## WHAT NEEDS TO BE DONE
Set down the data below in full, exactly as it reads, but without the pictures.

## ENTRIES SUPPLIED
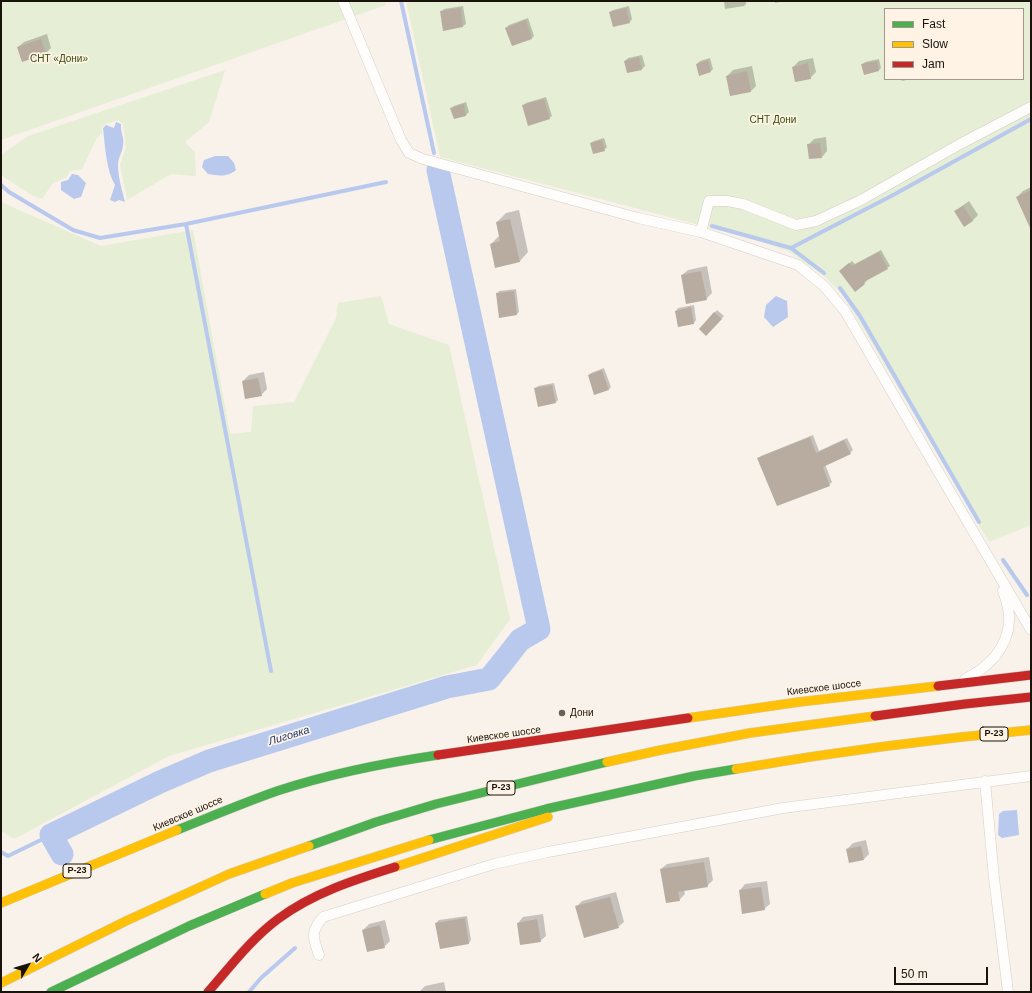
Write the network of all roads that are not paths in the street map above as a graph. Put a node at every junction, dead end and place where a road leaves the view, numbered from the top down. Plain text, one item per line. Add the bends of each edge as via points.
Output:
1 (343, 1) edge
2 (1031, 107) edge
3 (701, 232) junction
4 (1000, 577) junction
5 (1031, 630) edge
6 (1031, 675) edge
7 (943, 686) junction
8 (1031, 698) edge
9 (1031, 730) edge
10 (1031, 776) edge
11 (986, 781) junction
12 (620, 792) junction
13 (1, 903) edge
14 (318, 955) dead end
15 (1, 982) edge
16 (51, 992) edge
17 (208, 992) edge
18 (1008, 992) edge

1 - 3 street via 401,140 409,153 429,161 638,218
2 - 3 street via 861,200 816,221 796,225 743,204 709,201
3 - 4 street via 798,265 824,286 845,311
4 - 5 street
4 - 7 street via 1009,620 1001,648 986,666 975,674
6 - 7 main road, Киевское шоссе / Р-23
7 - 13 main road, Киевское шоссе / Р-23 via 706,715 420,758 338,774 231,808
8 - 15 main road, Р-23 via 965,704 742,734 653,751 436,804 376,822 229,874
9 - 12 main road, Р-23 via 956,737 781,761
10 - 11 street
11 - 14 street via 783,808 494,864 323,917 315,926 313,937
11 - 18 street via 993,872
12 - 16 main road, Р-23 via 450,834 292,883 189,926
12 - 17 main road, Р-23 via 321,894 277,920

## EXERCISE OUTPUT
Write the network of all roads that are not paths in the street map above as a graph. Put a node at every junction, dead end and place where a road leaves the view, numbered from the top down. Plain text, one item per line. Add the bends of each edge as via points.
Output:
1 (343, 1) edge
2 (1031, 107) edge
3 (701, 232) junction
4 (1000, 577) junction
5 (1031, 630) edge
6 (1031, 675) edge
7 (943, 686) junction
8 (1031, 698) edge
9 (1031, 730) edge
10 (1031, 776) edge
11 (986, 781) junction
12 (620, 792) junction
13 (1, 903) edge
14 (318, 955) dead end
15 (1, 982) edge
16 (51, 992) edge
17 (208, 992) edge
18 (1008, 992) edge

1 - 3 street via 401,140 409,153 429,161 638,218
2 - 3 street via 861,200 816,221 796,225 743,204 709,201
3 - 4 street via 798,265 824,286 845,311
4 - 5 street
4 - 7 street via 1009,620 1001,648 986,666 975,674
6 - 7 main road, Киевское шоссе / Р-23
7 - 13 main road, Киевское шоссе / Р-23 via 706,715 420,758 338,774 231,808
8 - 15 main road, Р-23 via 965,704 742,734 653,751 436,804 376,822 229,874
9 - 12 main road, Р-23 via 956,737 781,761
10 - 11 street
11 - 14 street via 783,808 494,864 323,917 315,926 313,937
11 - 18 street via 993,872
12 - 16 main road, Р-23 via 450,834 292,883 189,926
12 - 17 main road, Р-23 via 321,894 277,920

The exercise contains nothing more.